We are inclined to say that at least one of the three sentences that make up the text must be false. There are a few ways of dealing with this interpretatively. Perhaps the narrator is unreliable, or mad. Perhaps “Stuart” isn’t what we think he is; perhaps he’s a metaphor for something else, and “is” here has a weaker meaning than identity. Perhaps the three instances of the word “Stuart” in the sentence don’t all refer to the same thing; there’s more than one Stuart.
But on what grounds are we making such suggestions? On the grounds that the “reality” of this text is similar to our own. Yet the text contains no information to that effect. Why can’t all three statements be “true”, inasmuch as any statement in a work of fiction is “true”? If they can’t then how can we, on the basis of the text alone, determine which of the three sentences is false?

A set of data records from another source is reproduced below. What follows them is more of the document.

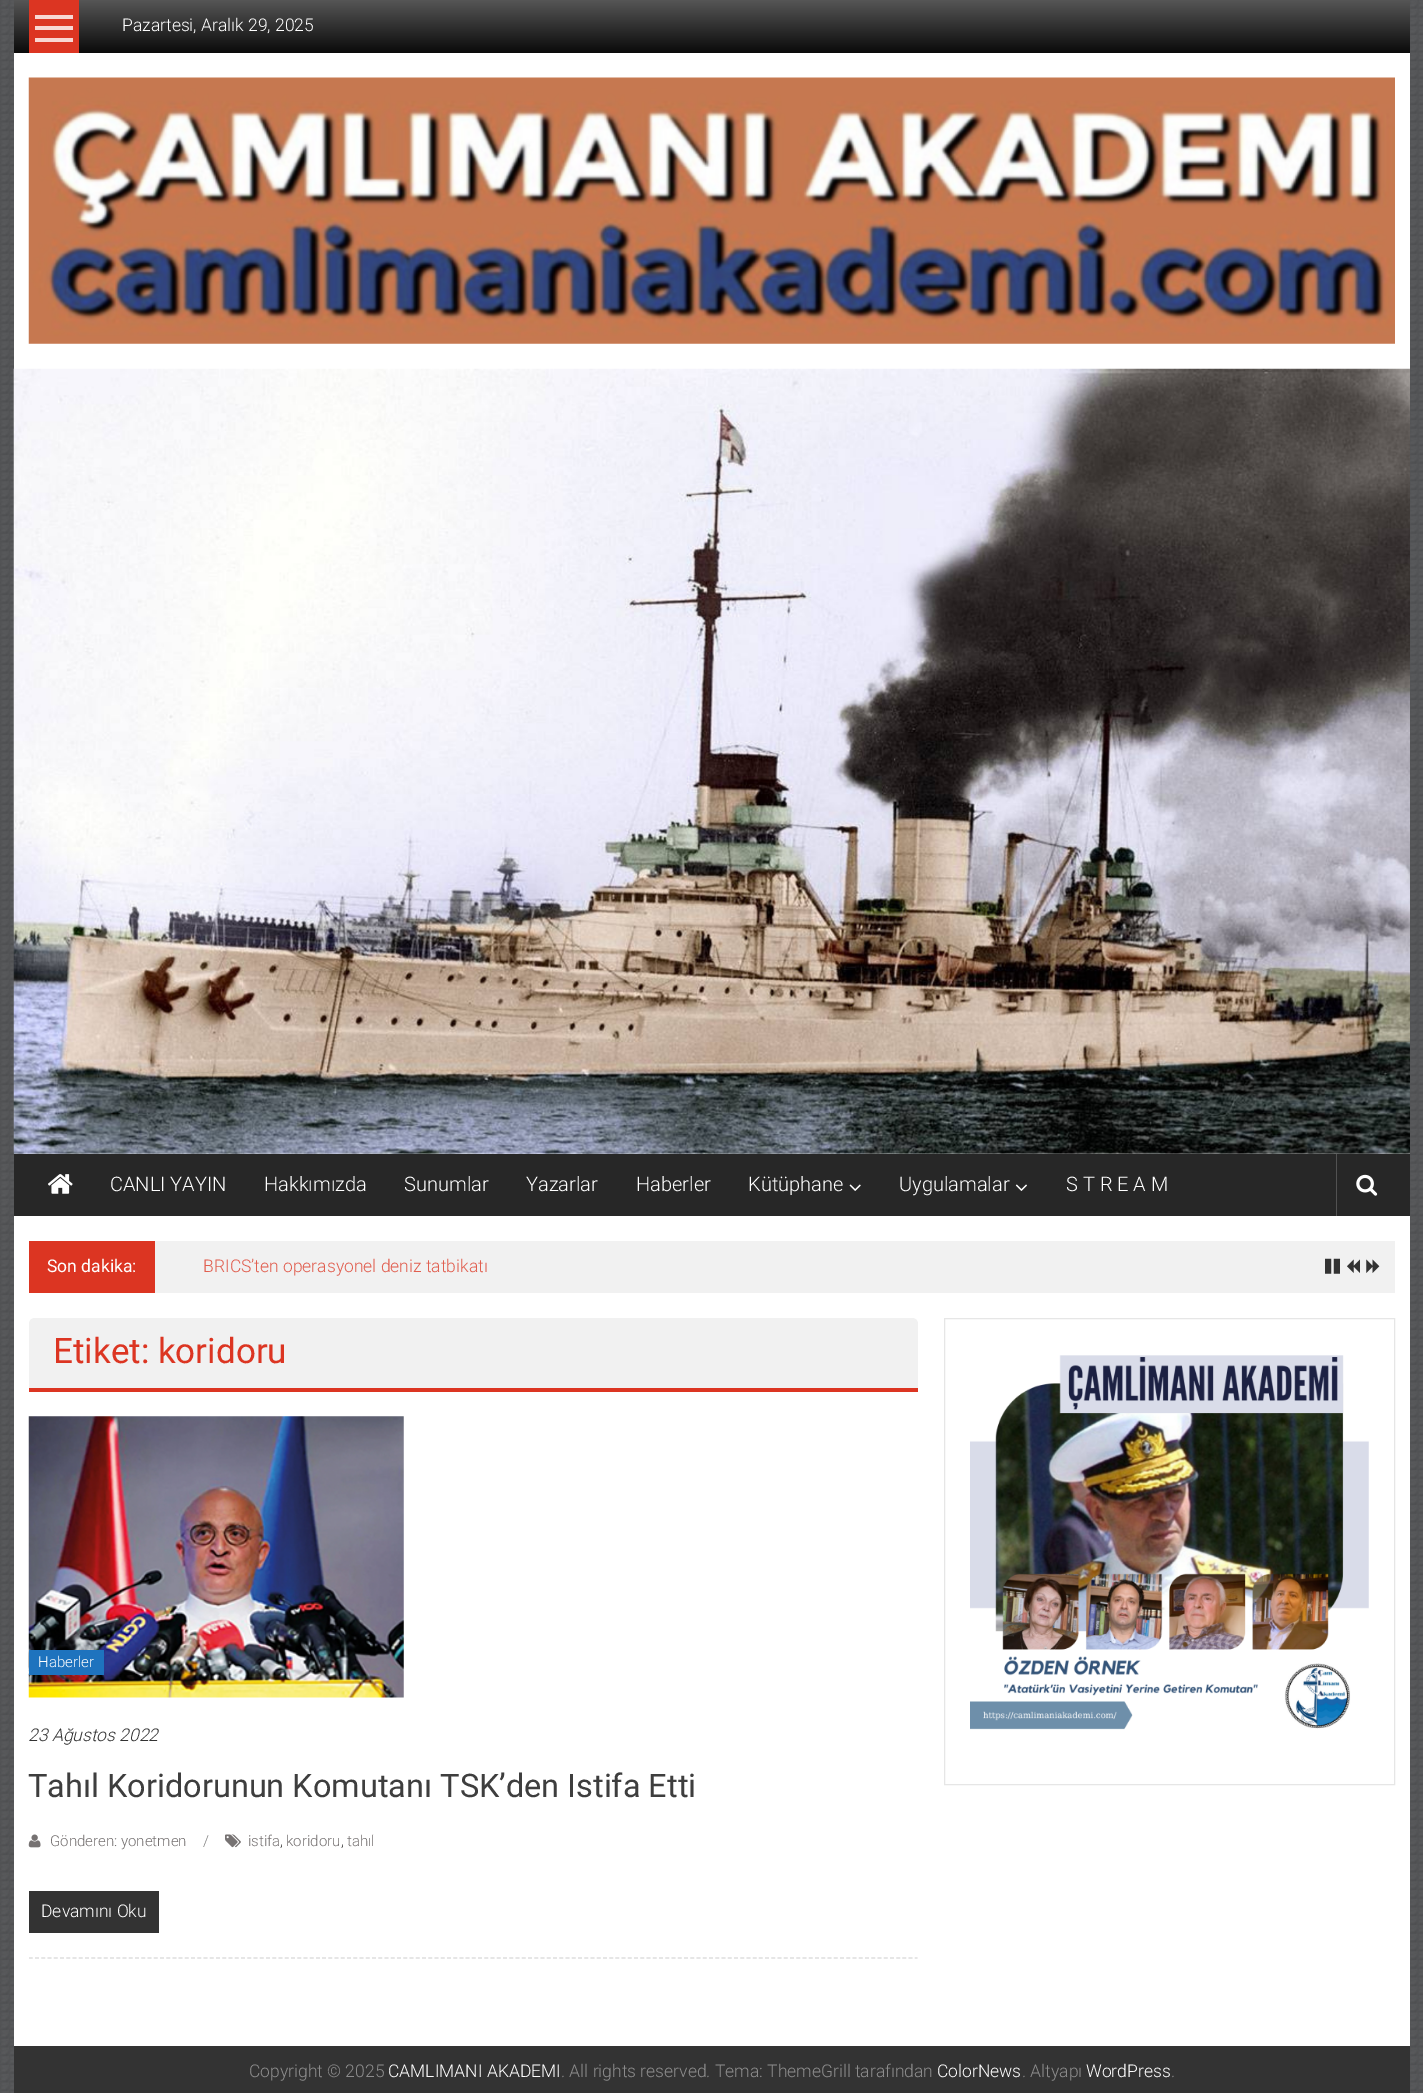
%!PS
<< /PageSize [1423 2093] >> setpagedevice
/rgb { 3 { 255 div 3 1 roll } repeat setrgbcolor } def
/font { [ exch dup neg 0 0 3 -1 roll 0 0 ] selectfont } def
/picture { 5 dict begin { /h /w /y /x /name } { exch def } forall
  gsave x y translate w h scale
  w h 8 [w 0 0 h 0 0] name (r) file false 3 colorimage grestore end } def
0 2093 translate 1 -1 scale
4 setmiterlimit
255 255 255 rgb
0 0 1423 2093 rectfill
(img/1.rgb) 0 0 1423 2093 picture
14 53 1396 1993 rectfill
gsave 14 0 moveto 1410 0 lineto 1410 53 lineto 14 53 lineto closepath clip newpath
<< /ShadingType 2 /ColorSpace /DeviceRGB /Coords [712 0 712 53] /Extend [true true] /Function << /FunctionType 2 /Domain [0 1] /C0 [0.337 0.337 0.337] /C1 [0.039 0.039 0.039] /N 1 >> >> shfill grestore
[
  [29 0 50 53 220 53 34]
  [35 15 38 4 248 215 211]
  [35 26 38 4 248 215 211]
  [35 38 38 4 248 215 211]
] { aload pop rgb rectfill } forall
(img/2.rgb) 28 77 1367 267 picture
(img/3.rgb) 13 368 1397 786 picture
39 39 39 rgb
14 1154 1396 62 rectfill
(img/4.rgb) 48 1174 25 20 picture
(img/5.rgb) 849 1184 12 7 picture
(img/6.rgb) 1015 1184 12 7 picture
82 82 82 rgb
1336 1154 1 62 rectfill
(img/7.rgb) 1356 1174 22 22 picture
241 241 241 rgb
155 1241 1240 52 rectfill
220 53 34 rgb
29 1241 126 52 rectfill
(img/8.rgb) 1325 1258 15 16 picture
(img/9.rgb) 1347 1259 13 14 picture
(img/10.rgb) 1366 1259 14 14 picture
241 241 241 rgb
35 1318 moveto 912 1318 lineto 915.5 1318 918 1320.5 918 1324 curveto 918 1391 lineto 29 1391 lineto 29 1324 lineto 29 1320.5 31.5 1318 35 1318 curveto closepath fill
220 53 34 rgb
29 1388 889 4 rectfill
221 221 221 rgb
1.2 setlinewidth
[3.75 2.49] 0 setdash
29 1958 moveto 917.5 1958 lineto stroke
(img/11.rgb) 28 1416 376 282 picture
30 115 190 rgb
29 1650 75 25 rectfill
(img/12.rgb) 28 1834 13 14 picture
(img/13.rgb) 225 1834 16 14 picture
51 51 51 rgb
29 1891 130 42 rectfill
230 230 230 rgb
1 setlinewidth
[] 0 setdash
944.5 1318.5 450 466 rectstroke
(img/14.rgb) 970 1355 399 375 picture
51 51 51 rgb
14 2046 1396 47 rectfill
/Roboto-Light 17.5 font
255 255 255 rgb
122 31 moveto (Pazartesi, Aralık 29, 2025) show
/Roboto-Light 20 font
[
  [(CANLI YAYIN) 110 1191]
  [(Hakkımızda) 264 1191]
  [(Sunumlar) 404 1191]
  [(Yazarlar) 526 1191]
  [(Haberler) 636 1191]
  [(Kütüphane) 748 1191]
  [(Uygulamalar) 899 1191]
  [(S T R E A M) 1066 1191]
] { aload pop moveto show } forall
/Roboto-Regular 17.5 font
47 1272 moveto (Son dakika:) show
/Roboto-Light 17.5 font
225 94 79 rgb
203 1272 moveto (BRICS’ten operasyonel deniz tatbikatı) show
/Roboto-Regular 35 font
220 53 34 rgb
53 1363 moveto (Etiket: koridoru) show
/Roboto-Light 15 font
255 255 255 rgb
38 1667 moveto (Haberler) show
/Roboto-LightItalic 17.5 font
51 51 51 rgb
28 1741 moveto (23 Ağustos 2022) show
/Roboto-Regular 32.5 font
62 62 62 rgb
28 1797 moveto (Tahıl Koridorunun Komutanı TSK’den Istifa Etti) show
/Roboto-Light 15 font
118 114 114 rgb
50 1846 moveto (Gönderen: yonetmen) show
128 128 128 rgb
203 1846 moveto (/) show
118 114 114 rgb
248 1846 moveto (istifa) show
51 51 51 rgb
280 1846 moveto (,) show
118 114 114 rgb
286 1846 moveto (koridoru) show
51 51 51 rgb
341 1846 moveto (,) show
118 114 114 rgb
347 1846 moveto (tahıl) show
/Roboto-Light 17.5 font
255 255 255 rgb
41 1917 moveto (Devamını Oku) show
140 140 140 rgb
249 2077 moveto (Copyright © 2025) show
255 255 255 rgb
388 2077 moveto (CAMLIMANI AKADEMI) show
140 140 140 rgb
561 2077 moveto (. All rights reserved. Tema: ThemeGrill tarafından) show
255 255 255 rgb
937 2077 moveto (ColorNews) show
140 140 140 rgb
1022 2077 moveto (. Altyapı) show
255 255 255 rgb
1086 2077 moveto (WordPress) show
140 140 140 rgb
1171 2077 moveto (.) show
showpage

It’s tempting to say that the work asserts both p and ¬p; a contradiction. In classical logic, which is designed for talking about our world, such contradictions are fatal. Assuming a contradiction allows any absurdity to be derived, and not assuming one means no contradiction can be arrived at; this is the very point of having a consistent logical system.
But it seems that, at least for talking about some fictional works, such a system is too strict; we want to allow certain contradictions to exist in the fictional text so that we can explore them in interpretation. This is where paraconsistent or dialethic logic comes in.
Probably the most promising approach to paraconsistency in this context is to take classical propositional logic and make the negation operator non-truth-functional. In classical logic, if p is true then ¬p is automatically false, and vice versa, which is precisely what it means for the not-sign to be truth-functional.
Removing truth-functionality means that p and ¬p just become names for different propositions. The proposition p might be “Stuart is a dog”; then ¬p is “Stuart is not a dog”. In classical logic, if p is true then ¬p must be false, but in this paraconsistent scheme the truth of falsehood of p has no bearing on the truth or falsehood of ¬p. Cases in which both p and ¬p have the same truth value (whether true or false) are known as dialetheias.
This way, of course, lies madness. In all but the most artificial cases, texts do not support a complete independence of p and ¬p for every proposition p. Indeed, contradictions are rare. So it seems that most texts, when treated paraconsistently, behave just like consistent texts treated classically except at certain points. We could claim that a dialetheia is a local property of a text, not a global one, but that the possibility of dialetheias mandates the use of a paraconsistent logic even if no dialetheia is in evidence.